» **Task material**
..............................

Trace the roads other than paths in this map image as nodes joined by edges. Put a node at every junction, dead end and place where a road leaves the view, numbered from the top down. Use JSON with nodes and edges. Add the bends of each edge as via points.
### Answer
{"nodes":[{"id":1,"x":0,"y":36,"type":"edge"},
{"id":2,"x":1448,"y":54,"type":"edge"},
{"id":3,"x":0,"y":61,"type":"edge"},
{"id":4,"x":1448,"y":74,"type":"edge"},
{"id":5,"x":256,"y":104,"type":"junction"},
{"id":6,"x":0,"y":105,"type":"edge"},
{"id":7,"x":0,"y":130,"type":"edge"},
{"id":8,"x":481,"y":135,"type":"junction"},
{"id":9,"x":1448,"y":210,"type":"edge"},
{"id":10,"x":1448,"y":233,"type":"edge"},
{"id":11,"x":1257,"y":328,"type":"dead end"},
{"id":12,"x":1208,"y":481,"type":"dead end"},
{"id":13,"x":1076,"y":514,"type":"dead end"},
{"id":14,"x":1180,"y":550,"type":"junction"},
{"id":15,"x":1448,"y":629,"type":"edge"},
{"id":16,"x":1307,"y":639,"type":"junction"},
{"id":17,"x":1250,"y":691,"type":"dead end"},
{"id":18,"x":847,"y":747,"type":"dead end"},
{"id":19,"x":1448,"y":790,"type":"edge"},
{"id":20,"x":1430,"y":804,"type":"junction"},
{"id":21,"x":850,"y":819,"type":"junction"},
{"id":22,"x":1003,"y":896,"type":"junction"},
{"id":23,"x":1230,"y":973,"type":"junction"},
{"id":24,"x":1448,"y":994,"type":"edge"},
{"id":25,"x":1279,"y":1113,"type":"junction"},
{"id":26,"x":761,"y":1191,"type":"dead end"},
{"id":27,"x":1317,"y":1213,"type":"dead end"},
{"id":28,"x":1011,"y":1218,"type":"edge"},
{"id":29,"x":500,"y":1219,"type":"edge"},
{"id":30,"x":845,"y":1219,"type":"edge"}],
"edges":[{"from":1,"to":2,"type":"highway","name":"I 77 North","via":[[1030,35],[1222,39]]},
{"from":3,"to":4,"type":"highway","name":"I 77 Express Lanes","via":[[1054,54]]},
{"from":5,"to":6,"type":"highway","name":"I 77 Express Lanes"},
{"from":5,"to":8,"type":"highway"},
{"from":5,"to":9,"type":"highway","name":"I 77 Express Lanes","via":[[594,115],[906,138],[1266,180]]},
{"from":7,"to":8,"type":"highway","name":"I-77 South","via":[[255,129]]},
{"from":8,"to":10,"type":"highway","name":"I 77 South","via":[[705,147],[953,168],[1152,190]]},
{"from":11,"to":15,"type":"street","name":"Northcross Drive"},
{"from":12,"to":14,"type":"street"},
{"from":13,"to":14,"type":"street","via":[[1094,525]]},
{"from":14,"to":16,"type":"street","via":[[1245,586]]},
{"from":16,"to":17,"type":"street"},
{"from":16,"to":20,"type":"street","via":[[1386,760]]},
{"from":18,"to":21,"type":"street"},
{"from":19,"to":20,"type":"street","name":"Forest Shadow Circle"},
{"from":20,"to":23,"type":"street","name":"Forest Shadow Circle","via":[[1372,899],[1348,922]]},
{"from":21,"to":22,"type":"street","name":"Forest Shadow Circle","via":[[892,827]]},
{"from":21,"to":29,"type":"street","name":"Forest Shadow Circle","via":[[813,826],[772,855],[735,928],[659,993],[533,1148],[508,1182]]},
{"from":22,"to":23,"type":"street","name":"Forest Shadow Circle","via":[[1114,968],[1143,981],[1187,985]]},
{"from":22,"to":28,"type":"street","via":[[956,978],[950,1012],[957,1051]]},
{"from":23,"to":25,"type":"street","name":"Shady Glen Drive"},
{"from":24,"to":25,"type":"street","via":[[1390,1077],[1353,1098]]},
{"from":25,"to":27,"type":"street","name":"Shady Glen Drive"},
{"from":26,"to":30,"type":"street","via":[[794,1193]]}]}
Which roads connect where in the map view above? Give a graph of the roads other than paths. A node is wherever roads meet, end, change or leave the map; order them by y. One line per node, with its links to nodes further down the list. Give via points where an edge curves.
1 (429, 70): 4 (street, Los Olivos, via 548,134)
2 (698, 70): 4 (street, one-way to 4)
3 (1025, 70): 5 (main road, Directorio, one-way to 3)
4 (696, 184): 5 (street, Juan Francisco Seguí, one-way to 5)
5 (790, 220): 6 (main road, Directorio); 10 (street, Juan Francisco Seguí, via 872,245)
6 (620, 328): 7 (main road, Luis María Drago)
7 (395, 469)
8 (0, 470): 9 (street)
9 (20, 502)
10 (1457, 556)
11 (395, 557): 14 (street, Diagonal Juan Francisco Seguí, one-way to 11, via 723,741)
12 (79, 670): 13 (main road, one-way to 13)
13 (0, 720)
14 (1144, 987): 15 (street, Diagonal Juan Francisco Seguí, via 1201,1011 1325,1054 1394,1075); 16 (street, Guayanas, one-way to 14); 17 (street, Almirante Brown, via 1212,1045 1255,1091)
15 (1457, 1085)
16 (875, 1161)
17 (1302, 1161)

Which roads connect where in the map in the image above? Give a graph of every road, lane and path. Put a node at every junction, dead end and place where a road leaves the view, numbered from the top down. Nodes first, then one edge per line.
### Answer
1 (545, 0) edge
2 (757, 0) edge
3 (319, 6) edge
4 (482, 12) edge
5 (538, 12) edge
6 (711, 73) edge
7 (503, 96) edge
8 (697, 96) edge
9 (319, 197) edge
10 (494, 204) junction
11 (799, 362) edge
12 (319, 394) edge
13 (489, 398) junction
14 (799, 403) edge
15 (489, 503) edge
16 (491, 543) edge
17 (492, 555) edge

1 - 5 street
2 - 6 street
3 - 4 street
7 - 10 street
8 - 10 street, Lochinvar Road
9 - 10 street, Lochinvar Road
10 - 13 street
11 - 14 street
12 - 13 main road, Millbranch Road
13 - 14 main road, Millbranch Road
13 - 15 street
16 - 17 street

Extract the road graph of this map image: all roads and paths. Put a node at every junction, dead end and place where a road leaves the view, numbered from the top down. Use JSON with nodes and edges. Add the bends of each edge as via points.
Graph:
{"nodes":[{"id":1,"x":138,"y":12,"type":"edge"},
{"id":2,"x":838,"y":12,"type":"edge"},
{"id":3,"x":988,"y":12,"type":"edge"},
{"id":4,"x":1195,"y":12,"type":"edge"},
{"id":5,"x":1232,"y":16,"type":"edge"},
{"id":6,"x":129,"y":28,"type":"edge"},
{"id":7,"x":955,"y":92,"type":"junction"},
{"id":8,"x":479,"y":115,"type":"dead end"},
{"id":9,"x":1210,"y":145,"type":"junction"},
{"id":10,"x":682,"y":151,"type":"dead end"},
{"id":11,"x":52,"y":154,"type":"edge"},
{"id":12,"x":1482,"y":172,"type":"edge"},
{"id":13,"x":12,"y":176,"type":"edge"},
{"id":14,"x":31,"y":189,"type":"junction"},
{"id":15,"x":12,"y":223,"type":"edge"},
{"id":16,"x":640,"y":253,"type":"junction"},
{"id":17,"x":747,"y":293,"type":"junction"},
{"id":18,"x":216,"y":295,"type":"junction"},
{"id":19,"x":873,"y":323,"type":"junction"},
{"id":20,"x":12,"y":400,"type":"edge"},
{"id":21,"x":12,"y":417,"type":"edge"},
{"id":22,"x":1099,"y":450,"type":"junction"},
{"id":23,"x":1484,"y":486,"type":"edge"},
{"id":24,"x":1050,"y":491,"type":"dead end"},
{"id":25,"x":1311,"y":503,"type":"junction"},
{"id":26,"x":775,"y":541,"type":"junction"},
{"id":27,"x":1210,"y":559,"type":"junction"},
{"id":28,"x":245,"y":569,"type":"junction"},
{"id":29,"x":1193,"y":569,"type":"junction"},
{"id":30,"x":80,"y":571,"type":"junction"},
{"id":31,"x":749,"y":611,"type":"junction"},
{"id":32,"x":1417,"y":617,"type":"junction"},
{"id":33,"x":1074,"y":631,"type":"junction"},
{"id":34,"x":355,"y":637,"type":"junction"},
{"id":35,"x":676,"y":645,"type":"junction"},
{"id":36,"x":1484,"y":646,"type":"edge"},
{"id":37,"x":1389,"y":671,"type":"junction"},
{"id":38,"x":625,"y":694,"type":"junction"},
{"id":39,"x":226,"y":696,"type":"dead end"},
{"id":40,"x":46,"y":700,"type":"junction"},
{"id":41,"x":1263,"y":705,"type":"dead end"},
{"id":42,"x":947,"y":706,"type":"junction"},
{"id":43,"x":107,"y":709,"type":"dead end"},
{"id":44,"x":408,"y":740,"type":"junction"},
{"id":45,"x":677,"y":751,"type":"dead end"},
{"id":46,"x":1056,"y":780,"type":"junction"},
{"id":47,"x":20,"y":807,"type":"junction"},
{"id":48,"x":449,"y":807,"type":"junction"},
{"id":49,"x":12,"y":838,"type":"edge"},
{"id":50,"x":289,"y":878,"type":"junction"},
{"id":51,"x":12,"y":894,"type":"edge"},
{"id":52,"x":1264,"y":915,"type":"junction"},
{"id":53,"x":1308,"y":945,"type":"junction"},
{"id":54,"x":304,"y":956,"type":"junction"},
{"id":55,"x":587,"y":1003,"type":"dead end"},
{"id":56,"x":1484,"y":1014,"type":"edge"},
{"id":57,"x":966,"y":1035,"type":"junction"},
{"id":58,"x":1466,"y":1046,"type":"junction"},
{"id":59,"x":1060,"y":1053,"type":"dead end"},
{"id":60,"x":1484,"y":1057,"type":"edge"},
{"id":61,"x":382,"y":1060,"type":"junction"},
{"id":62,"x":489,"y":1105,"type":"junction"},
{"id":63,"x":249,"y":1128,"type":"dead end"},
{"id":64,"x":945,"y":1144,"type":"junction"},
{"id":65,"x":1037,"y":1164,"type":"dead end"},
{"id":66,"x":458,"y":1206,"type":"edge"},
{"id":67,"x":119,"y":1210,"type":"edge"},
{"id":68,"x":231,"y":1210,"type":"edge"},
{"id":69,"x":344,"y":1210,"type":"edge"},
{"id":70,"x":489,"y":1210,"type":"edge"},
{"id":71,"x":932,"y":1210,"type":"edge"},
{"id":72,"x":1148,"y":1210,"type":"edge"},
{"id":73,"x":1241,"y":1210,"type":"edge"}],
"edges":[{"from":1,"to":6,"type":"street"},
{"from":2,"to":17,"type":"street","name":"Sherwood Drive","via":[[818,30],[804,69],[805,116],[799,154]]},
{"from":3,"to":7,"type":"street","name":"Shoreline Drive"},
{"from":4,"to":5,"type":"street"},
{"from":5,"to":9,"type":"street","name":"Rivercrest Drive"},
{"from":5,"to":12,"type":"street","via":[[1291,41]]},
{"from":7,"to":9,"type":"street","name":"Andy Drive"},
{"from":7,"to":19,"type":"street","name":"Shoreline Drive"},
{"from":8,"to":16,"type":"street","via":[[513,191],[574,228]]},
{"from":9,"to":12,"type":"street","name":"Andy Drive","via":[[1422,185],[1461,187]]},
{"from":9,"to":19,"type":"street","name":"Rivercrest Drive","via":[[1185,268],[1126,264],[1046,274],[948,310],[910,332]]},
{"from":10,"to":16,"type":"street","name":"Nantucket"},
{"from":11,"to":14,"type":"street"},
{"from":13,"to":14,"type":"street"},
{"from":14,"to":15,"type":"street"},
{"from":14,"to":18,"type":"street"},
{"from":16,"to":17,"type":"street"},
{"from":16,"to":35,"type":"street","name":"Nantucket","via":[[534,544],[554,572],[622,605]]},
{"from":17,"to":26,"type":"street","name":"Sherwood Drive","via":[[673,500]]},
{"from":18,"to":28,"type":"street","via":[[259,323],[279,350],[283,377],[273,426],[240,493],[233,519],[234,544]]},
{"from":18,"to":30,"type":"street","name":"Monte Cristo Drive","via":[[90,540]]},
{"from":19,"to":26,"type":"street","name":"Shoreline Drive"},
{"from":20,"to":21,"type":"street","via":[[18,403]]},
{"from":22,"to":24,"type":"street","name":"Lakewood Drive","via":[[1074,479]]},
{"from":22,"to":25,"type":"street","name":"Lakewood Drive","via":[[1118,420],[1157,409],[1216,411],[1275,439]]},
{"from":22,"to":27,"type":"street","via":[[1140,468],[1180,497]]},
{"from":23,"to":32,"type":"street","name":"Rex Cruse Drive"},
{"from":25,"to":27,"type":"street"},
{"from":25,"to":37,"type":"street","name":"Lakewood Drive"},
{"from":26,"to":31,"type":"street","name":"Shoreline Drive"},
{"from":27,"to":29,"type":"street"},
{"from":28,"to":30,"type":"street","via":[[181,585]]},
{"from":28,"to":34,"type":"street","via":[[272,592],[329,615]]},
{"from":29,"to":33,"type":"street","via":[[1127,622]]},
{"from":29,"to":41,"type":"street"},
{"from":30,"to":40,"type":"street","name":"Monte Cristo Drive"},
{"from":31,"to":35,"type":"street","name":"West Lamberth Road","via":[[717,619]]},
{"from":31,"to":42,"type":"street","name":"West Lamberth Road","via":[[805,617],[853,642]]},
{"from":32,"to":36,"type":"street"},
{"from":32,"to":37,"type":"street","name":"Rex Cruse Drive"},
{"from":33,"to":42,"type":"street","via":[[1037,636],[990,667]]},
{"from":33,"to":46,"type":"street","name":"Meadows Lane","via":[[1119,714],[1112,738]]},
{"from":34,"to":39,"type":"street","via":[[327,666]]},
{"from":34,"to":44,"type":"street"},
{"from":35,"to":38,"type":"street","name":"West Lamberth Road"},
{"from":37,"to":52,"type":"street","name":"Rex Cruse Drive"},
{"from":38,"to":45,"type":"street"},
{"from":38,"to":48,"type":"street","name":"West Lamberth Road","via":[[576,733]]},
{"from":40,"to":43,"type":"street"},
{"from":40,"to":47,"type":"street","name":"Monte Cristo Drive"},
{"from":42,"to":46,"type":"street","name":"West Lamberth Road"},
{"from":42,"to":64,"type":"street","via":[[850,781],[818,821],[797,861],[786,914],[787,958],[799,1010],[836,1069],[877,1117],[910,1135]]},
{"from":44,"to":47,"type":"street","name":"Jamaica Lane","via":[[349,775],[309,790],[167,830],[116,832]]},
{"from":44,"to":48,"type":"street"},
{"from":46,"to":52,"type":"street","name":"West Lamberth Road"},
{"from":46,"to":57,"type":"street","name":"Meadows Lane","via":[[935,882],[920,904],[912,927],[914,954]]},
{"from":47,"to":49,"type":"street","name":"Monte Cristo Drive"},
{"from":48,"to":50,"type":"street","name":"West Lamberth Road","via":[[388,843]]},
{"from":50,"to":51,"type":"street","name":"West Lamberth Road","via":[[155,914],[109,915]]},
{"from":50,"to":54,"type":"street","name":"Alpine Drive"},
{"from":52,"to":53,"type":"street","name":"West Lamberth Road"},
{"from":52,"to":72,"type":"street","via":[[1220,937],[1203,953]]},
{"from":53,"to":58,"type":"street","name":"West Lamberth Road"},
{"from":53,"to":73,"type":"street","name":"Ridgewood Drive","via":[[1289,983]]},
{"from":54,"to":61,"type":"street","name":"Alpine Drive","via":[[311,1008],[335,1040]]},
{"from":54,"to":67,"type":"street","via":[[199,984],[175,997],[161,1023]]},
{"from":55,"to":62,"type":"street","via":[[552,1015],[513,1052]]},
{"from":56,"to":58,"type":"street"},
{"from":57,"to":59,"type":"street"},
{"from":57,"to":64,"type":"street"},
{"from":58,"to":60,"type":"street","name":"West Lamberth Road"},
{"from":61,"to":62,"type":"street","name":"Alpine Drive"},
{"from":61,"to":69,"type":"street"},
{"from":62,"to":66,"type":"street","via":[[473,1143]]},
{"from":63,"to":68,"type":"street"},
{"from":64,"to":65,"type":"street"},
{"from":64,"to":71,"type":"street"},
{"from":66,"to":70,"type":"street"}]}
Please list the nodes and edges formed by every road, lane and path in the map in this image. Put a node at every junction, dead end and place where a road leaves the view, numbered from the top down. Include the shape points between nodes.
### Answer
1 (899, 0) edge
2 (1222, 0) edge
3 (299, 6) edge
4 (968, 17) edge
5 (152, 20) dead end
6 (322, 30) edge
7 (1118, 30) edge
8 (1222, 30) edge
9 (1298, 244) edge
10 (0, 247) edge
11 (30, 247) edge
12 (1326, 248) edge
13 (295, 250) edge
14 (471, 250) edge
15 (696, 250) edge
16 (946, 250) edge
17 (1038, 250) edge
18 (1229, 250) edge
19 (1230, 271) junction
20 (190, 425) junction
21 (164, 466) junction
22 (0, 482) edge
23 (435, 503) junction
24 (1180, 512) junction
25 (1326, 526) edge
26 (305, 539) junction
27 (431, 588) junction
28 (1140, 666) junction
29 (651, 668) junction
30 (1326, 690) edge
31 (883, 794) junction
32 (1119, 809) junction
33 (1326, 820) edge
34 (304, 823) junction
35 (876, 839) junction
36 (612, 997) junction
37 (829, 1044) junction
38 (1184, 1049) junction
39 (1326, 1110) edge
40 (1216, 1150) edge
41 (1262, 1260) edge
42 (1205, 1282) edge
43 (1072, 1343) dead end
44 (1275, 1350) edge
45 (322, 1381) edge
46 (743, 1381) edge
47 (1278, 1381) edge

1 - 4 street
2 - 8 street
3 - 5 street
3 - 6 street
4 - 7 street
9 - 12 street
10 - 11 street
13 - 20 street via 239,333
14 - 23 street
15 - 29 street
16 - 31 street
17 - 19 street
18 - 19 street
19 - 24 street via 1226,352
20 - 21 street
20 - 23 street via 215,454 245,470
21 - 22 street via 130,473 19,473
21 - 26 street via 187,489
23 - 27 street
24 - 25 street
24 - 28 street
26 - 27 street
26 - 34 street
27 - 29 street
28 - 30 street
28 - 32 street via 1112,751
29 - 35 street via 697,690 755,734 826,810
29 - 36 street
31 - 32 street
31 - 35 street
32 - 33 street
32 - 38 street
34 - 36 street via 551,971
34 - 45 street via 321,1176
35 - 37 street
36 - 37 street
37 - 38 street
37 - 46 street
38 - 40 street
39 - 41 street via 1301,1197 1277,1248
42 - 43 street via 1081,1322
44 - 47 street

..............................

» **Task instructions**
Your task is to retype the entries verbatim, starting with the line that holds "Which roads connect where in the map in" and stopping after the line that holds "Extract the road".

» **Exercise solution**
Which roads connect where in the map in the image above? Give a graph of every road, lane and path. Put a node at every junction, dead end and place where a road leaves the view, numbered from the top down. Nodes first, then one edge per line.
### Answer
1 (545, 0) edge
2 (757, 0) edge
3 (319, 6) edge
4 (482, 12) edge
5 (538, 12) edge
6 (711, 73) edge
7 (503, 96) edge
8 (697, 96) edge
9 (319, 197) edge
10 (494, 204) junction
11 (799, 362) edge
12 (319, 394) edge
13 (489, 398) junction
14 (799, 403) edge
15 (489, 503) edge
16 (491, 543) edge
17 (492, 555) edge

1 - 5 street
2 - 6 street
3 - 4 street
7 - 10 street
8 - 10 street, Lochinvar Road
9 - 10 street, Lochinvar Road
10 - 13 street
11 - 14 street
12 - 13 main road, Millbranch Road
13 - 14 main road, Millbranch Road
13 - 15 street
16 - 17 street

Extract the road graph of this map image: all roads and paths. Put a node at every junction, dead end and place where a road leaves the view, numbered from the top down. Use JSON with nodes and edges. Add the bends of each edge as via points.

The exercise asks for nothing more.